ABOUT THIS EXERCISE:
Produce as output only the lines below starting at the line with "ring tip: (408, 296)" and continuing through the line with "pinky tip: (578, 318)", each one exactly as written.

MATERIAL FOR THIS EXERCISE:
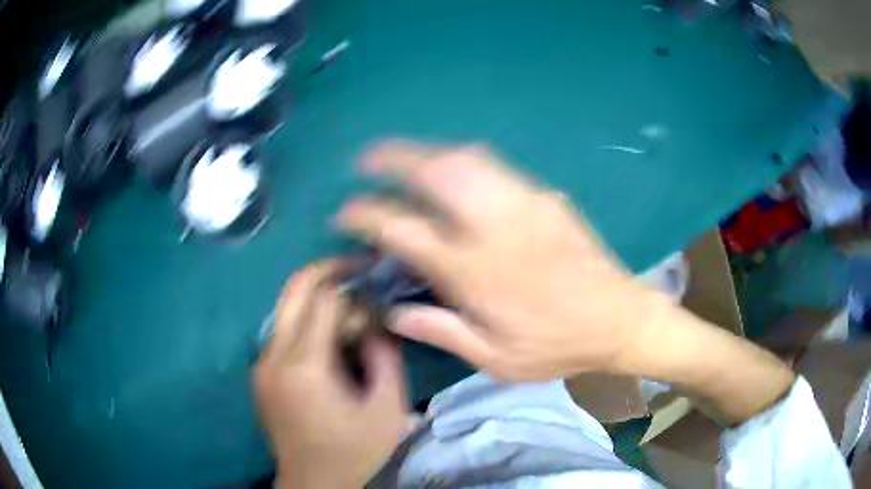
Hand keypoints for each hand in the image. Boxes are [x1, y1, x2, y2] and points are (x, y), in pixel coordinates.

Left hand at [254, 261, 408, 488]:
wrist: (312, 482)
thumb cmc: (353, 451)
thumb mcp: (387, 410)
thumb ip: (386, 357)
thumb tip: (377, 320)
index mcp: (304, 367)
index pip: (325, 301)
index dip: (354, 287)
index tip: (376, 286)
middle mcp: (273, 356)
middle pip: (293, 289)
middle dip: (326, 270)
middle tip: (356, 268)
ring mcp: (261, 364)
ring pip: (286, 308)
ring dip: (317, 299)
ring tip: (350, 310)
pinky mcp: (260, 373)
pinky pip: (283, 331)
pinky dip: (306, 322)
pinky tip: (330, 340)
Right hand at [336, 141, 671, 380]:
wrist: (619, 318)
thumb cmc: (557, 345)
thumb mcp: (495, 358)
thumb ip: (441, 331)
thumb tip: (392, 314)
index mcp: (476, 271)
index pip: (405, 230)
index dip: (366, 215)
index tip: (344, 212)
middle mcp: (496, 226)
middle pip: (437, 173)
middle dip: (394, 158)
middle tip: (366, 158)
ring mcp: (524, 203)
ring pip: (466, 159)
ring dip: (426, 151)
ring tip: (402, 157)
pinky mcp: (545, 196)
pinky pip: (494, 166)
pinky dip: (461, 160)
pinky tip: (452, 168)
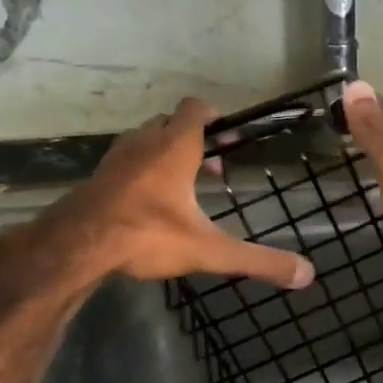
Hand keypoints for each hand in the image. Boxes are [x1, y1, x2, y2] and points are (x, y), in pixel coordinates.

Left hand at [0, 98, 314, 291]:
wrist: (75, 246)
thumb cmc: (146, 234)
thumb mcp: (209, 250)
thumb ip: (258, 260)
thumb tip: (307, 274)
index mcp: (175, 147)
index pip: (196, 108)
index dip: (215, 115)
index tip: (231, 134)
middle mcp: (145, 142)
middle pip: (171, 123)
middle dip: (194, 138)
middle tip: (212, 168)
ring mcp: (117, 157)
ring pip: (146, 140)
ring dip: (166, 153)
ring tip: (182, 186)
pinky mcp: (98, 176)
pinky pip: (126, 161)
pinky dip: (142, 170)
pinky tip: (148, 203)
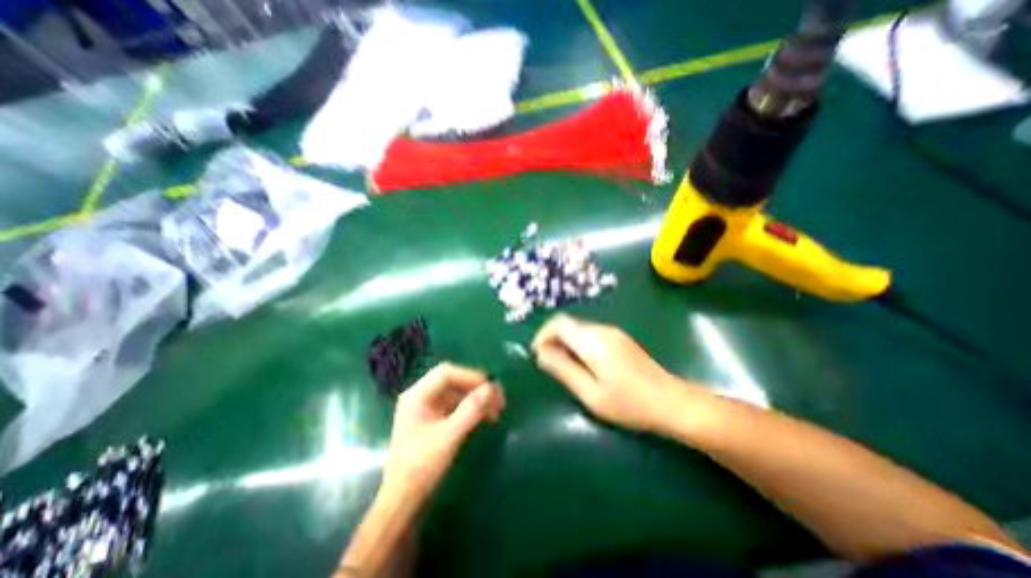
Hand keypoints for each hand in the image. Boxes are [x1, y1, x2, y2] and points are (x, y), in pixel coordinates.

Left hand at [381, 365, 503, 500]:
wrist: (402, 501)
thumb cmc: (421, 467)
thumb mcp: (449, 437)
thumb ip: (470, 410)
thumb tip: (491, 388)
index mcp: (417, 396)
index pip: (446, 373)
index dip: (470, 376)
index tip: (491, 387)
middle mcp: (421, 396)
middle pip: (453, 381)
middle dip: (476, 388)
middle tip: (498, 398)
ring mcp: (427, 407)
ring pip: (457, 393)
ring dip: (477, 398)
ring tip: (496, 410)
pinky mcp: (434, 418)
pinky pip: (456, 405)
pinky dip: (471, 408)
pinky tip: (485, 417)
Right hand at [536, 315, 704, 433]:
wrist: (672, 402)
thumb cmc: (629, 403)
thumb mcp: (590, 393)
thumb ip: (563, 369)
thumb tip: (540, 354)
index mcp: (593, 341)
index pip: (558, 323)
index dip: (542, 335)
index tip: (537, 355)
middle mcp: (602, 330)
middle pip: (567, 324)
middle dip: (552, 340)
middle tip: (549, 365)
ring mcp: (613, 332)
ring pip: (578, 329)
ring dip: (565, 343)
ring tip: (565, 368)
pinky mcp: (619, 338)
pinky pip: (590, 335)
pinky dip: (578, 345)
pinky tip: (584, 366)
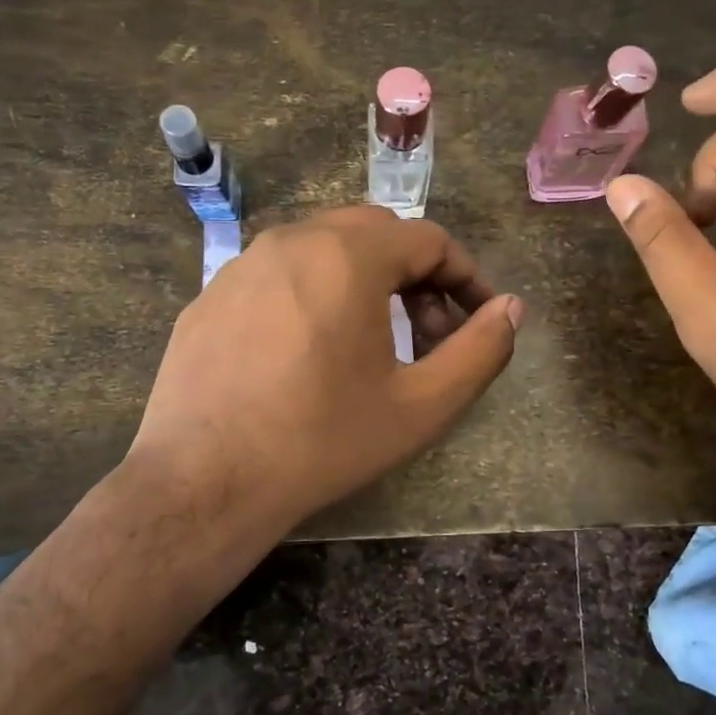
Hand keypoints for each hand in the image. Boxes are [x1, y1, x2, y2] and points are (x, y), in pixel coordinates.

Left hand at [128, 206, 523, 545]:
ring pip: (324, 247)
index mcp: (348, 257)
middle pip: (376, 233)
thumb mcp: (421, 406)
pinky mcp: (211, 294)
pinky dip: (315, 292)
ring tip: (374, 340)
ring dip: (365, 279)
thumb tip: (512, 308)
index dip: (466, 276)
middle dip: (417, 273)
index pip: (429, 239)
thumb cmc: (322, 441)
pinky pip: (279, 274)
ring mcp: (243, 264)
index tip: (480, 317)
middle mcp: (293, 240)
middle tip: (429, 330)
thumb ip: (480, 351)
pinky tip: (310, 351)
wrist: (203, 482)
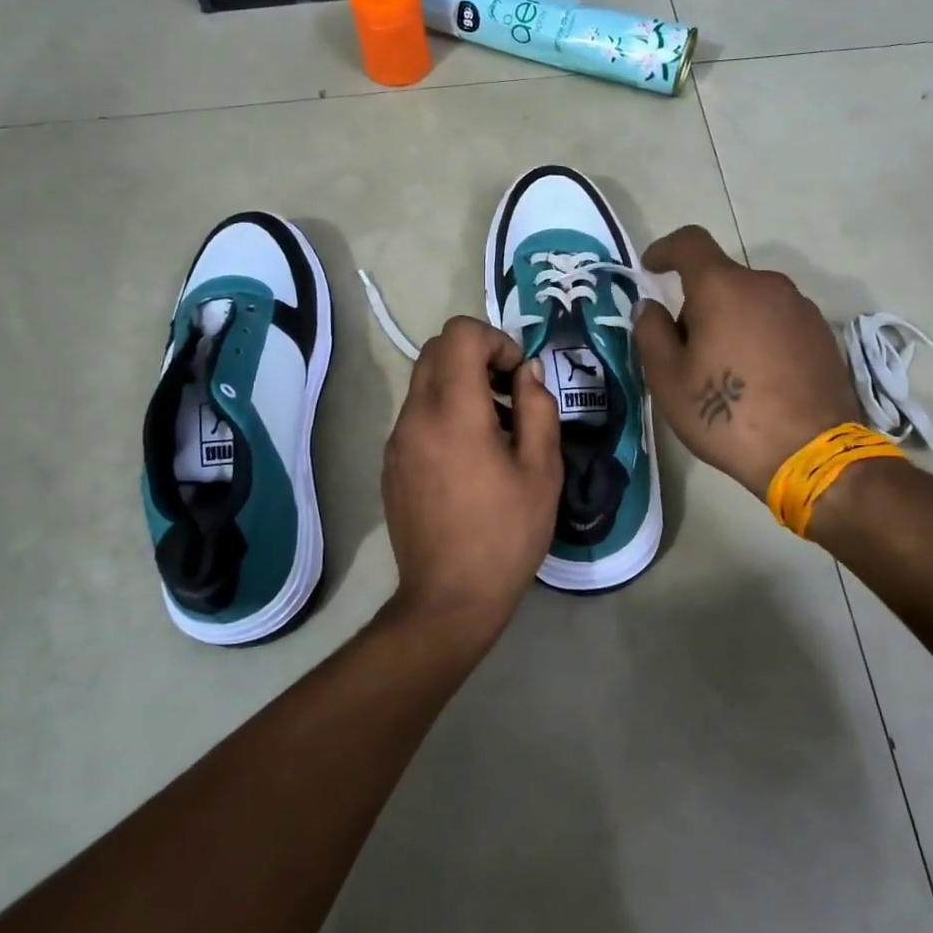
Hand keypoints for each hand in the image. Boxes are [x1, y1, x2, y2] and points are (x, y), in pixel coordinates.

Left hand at [379, 316, 562, 650]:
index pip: (459, 334)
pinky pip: (416, 415)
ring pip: (424, 382)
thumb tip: (527, 372)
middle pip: (437, 350)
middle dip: (477, 356)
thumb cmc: (505, 534)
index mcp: (453, 411)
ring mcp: (396, 440)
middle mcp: (415, 415)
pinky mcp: (391, 463)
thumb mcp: (542, 470)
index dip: (494, 340)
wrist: (449, 597)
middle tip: (509, 394)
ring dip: (460, 385)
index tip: (517, 376)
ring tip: (496, 429)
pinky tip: (470, 458)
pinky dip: (443, 412)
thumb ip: (537, 407)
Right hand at [633, 227, 862, 498]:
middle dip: (697, 303)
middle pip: (721, 278)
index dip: (665, 249)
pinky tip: (757, 378)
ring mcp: (800, 308)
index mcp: (723, 287)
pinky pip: (778, 321)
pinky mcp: (823, 334)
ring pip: (752, 301)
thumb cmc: (726, 414)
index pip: (690, 243)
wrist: (810, 453)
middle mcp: (766, 285)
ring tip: (724, 369)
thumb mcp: (668, 379)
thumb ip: (651, 333)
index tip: (650, 268)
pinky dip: (759, 335)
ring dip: (731, 320)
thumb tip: (649, 306)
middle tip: (684, 349)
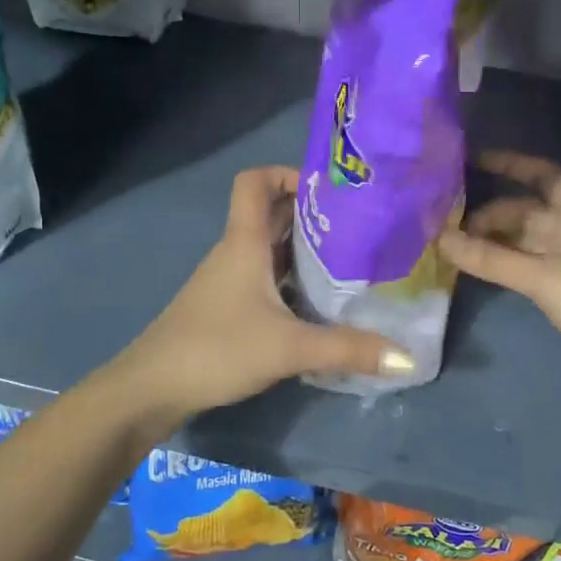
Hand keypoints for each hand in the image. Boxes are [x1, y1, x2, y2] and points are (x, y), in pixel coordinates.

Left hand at [112, 166, 412, 426]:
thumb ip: (348, 350)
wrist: (152, 388)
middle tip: (359, 226)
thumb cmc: (217, 349)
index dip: (287, 173)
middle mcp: (234, 251)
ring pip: (269, 248)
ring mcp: (227, 279)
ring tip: (350, 261)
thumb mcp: (288, 348)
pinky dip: (291, 279)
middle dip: (312, 213)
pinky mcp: (226, 306)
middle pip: (271, 213)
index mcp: (244, 242)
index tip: (330, 191)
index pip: (255, 181)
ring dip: (303, 248)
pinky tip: (318, 303)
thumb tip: (408, 357)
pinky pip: (264, 277)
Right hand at [439, 151, 560, 415]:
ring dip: (487, 240)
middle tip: (442, 221)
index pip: (544, 175)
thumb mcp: (546, 277)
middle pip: (523, 211)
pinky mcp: (558, 291)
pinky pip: (519, 266)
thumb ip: (490, 258)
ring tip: (445, 241)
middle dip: (486, 212)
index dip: (511, 164)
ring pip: (518, 240)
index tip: (471, 160)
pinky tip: (467, 265)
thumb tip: (438, 238)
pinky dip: (495, 264)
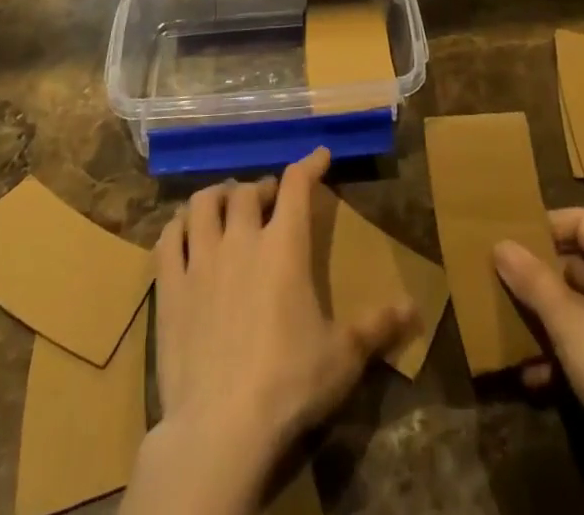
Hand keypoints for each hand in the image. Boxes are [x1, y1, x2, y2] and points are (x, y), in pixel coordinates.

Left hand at [126, 148, 417, 514]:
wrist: (219, 428)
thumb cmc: (288, 384)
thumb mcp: (343, 357)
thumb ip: (377, 326)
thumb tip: (415, 308)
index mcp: (285, 246)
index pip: (298, 185)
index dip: (310, 164)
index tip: (319, 155)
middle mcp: (242, 240)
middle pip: (248, 191)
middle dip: (262, 187)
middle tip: (269, 200)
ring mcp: (201, 260)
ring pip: (204, 204)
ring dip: (218, 197)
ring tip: (226, 206)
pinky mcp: (170, 288)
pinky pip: (168, 238)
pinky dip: (178, 225)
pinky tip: (185, 231)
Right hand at [495, 209, 583, 514]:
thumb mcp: (571, 322)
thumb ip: (534, 282)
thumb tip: (501, 244)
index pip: (581, 221)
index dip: (545, 226)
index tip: (506, 239)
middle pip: (578, 264)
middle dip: (538, 275)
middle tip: (496, 280)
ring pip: (580, 308)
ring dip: (545, 319)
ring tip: (503, 326)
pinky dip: (561, 356)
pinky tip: (531, 375)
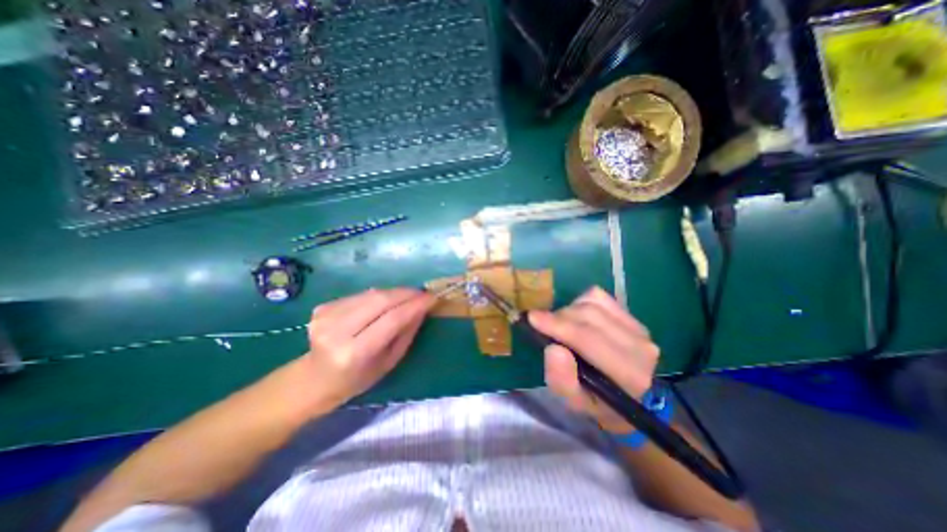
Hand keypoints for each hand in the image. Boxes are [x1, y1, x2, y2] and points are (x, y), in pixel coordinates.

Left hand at [302, 288, 431, 409]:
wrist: (315, 379)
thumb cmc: (357, 379)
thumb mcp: (389, 361)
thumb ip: (406, 332)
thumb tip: (422, 307)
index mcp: (354, 353)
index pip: (391, 319)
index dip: (414, 305)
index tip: (432, 297)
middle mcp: (337, 331)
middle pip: (380, 300)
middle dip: (406, 293)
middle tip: (422, 293)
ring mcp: (326, 316)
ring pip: (371, 293)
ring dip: (394, 292)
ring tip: (408, 296)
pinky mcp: (323, 306)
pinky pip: (361, 295)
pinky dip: (379, 295)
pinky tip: (385, 302)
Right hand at [532, 288, 659, 432]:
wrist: (627, 393)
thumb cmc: (597, 401)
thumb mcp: (574, 401)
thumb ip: (562, 380)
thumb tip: (553, 348)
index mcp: (629, 373)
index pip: (588, 339)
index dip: (558, 325)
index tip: (532, 318)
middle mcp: (640, 346)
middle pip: (588, 316)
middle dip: (559, 318)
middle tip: (542, 326)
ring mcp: (638, 326)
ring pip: (592, 303)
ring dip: (569, 311)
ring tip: (562, 326)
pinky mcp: (631, 314)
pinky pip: (597, 296)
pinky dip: (580, 303)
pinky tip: (578, 318)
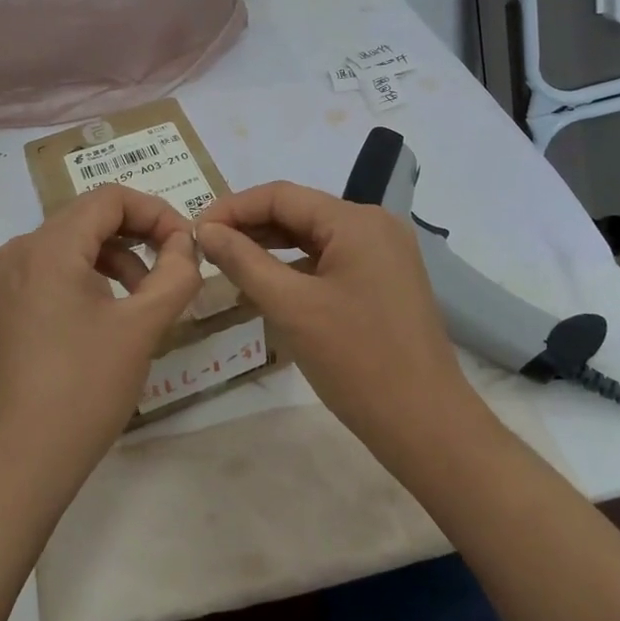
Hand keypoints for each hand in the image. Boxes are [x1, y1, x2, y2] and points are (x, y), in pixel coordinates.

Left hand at [0, 185, 202, 508]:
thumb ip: (175, 274)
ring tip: (144, 299)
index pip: (109, 199)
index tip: (186, 245)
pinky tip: (104, 314)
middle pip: (86, 219)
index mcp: (46, 248)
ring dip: (112, 259)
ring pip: (67, 246)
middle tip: (173, 269)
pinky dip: (83, 278)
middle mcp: (15, 253)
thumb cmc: (82, 392)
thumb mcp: (142, 328)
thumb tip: (185, 244)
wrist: (15, 468)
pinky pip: (46, 272)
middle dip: (137, 236)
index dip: (156, 211)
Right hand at [196, 181, 475, 455]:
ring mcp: (383, 254)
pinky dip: (295, 268)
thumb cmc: (356, 360)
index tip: (194, 231)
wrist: (425, 424)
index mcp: (356, 221)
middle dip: (249, 226)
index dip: (232, 208)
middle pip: (298, 212)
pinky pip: (329, 260)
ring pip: (313, 237)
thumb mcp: (290, 306)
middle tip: (204, 248)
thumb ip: (243, 260)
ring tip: (226, 263)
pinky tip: (266, 284)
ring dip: (269, 247)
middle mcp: (374, 225)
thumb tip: (205, 229)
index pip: (281, 196)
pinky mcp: (383, 281)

RESPONSE AREA:
ring tip: (408, 296)
pinky mcp: (323, 306)
pinky pip: (361, 295)
pinky dip: (379, 295)
pinky tip: (385, 302)
Right hand at [532, 288, 659, 432]:
wrist: (627, 393)
thumb cmc: (597, 401)
thumb mcp: (574, 401)
thumb ip: (562, 380)
thumb tip: (553, 348)
index mcp: (629, 373)
index pip: (588, 339)
index dip: (558, 325)
index tip: (532, 318)
middle mcp: (640, 346)
middle pip: (588, 316)
middle dip: (559, 318)
middle tip: (542, 326)
ring mcp: (638, 326)
ring pip: (592, 303)
ring dip: (569, 311)
ring tip: (562, 326)
pinky mcp: (631, 314)
pinky pip: (597, 296)
pinky dip: (580, 303)
pinky tip: (578, 318)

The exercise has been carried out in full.